La Révolte est une analyse philosophique des révoltes métropolitaines qui, avec la fin du monde bipolaire, ravagent sans trêve les alchimies du pouvoir global. Une analyse qui se développe en présentant une série de matériaux au travers desquels la révolte n’apparaît pas simplement comme un mouvement insurrectionnel hostile à tout pouvoir constitué et aux formes organisées de révolution politique. La thèse est ici plus radicale : la révolte est un événement qui manifeste une inclination fondamentale de l’existence humaine.
Dans la perspective entrouverte par le lien entre la politique et l’existence, et à l’ombre d’un démon classique de la philosophie (l’ambition d’intégrer la théorie et la praxis), La Révolte est né avec l’intention de démontrer que les mouvements urbains capables d’inquiéter le pouvoir global des dernières années (songeons aux révoltes de Los Angeles, Gênes, Athènes et en particulier à celles des banlieues parisiennes) ne sont pas, comme on le considère généralement, des formes violentes d’antipolitique, mais qu’elles constituent au contraire la sédimentation d’un événement politique capable de provoquer la rupture des formes qui nous gouvernent.
La problématique au fondement de cet essai est la suivante : « La révolte est une action politique qui dérange la mise en scène de la démocratie à laquelle nous assistons quotidiennement ». La révolte ôte son masque au Léviathan, pour porter à l’ontogenèse de l’homo seditiosus.
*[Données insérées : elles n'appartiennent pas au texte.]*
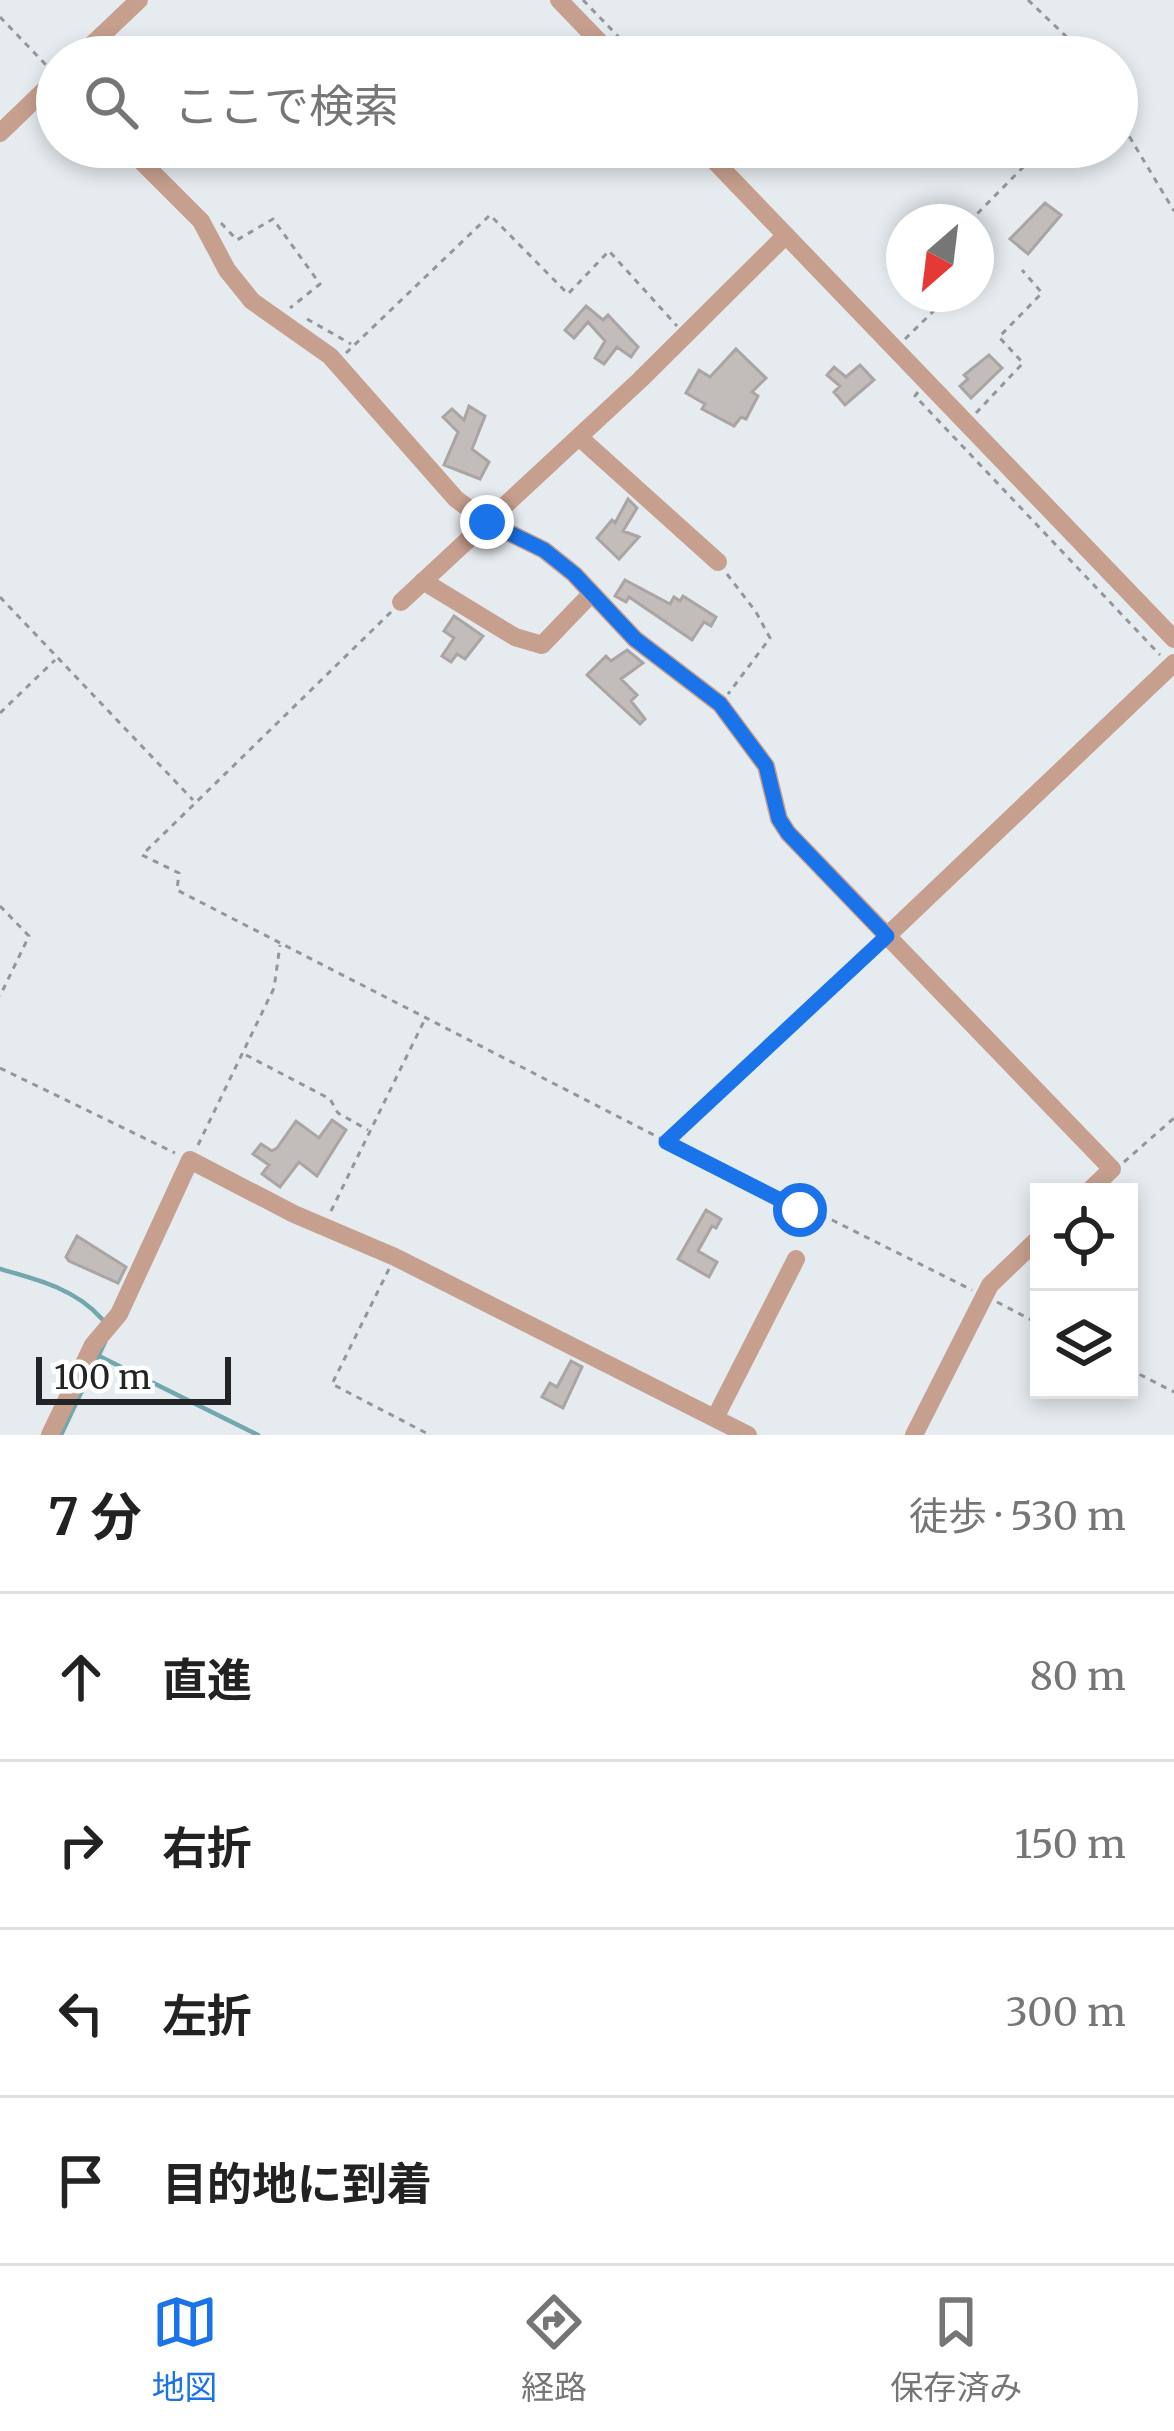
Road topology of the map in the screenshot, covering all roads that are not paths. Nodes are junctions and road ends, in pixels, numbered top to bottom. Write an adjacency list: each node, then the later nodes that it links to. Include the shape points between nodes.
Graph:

Par la révolte, la réalité de la démocratie est révélée. Le souverain se trouve contraint de s’affirmer comme la loi, en même temps que comme son exception. C’est l’ordre démocratique tout entier qui se configure ainsi, tel un exorcisme global, qui peut et doit utiliser toute la violence nécessaire (économique et symbolique, avant d’être militaire et policière) afin d’empêcher le fantôme de revenir. L’ordre simple de la violence est inversé.
La centralité bio-politique que Pierandrea Amato attribue à la révolte ne signifie pas que celle-ci s’oppose à la révolution. Elle la précède plutôt, et la dépasse. La révolte se place à un niveau différent de celui de la révolution, parce qu’elle manifeste une image de la temporalité différente. Alors que la logique de la révolution se développe avec une conception linéaire du temps, la révolte exprime une temporalité liée à l’événement, à l’irruption du temps dans le temps. Cela amène une relation différente avec le pouvoir : si la révolution pense que l’accès au pouvoir est le fondement de la transformation de la singularité, la révolte imagine au contraire que la mutation de la singularité dans l’acte révoltant est le principe de la transformation de ce qu’elle est.
Recension par Joël Jégouzo (1er mars 2011).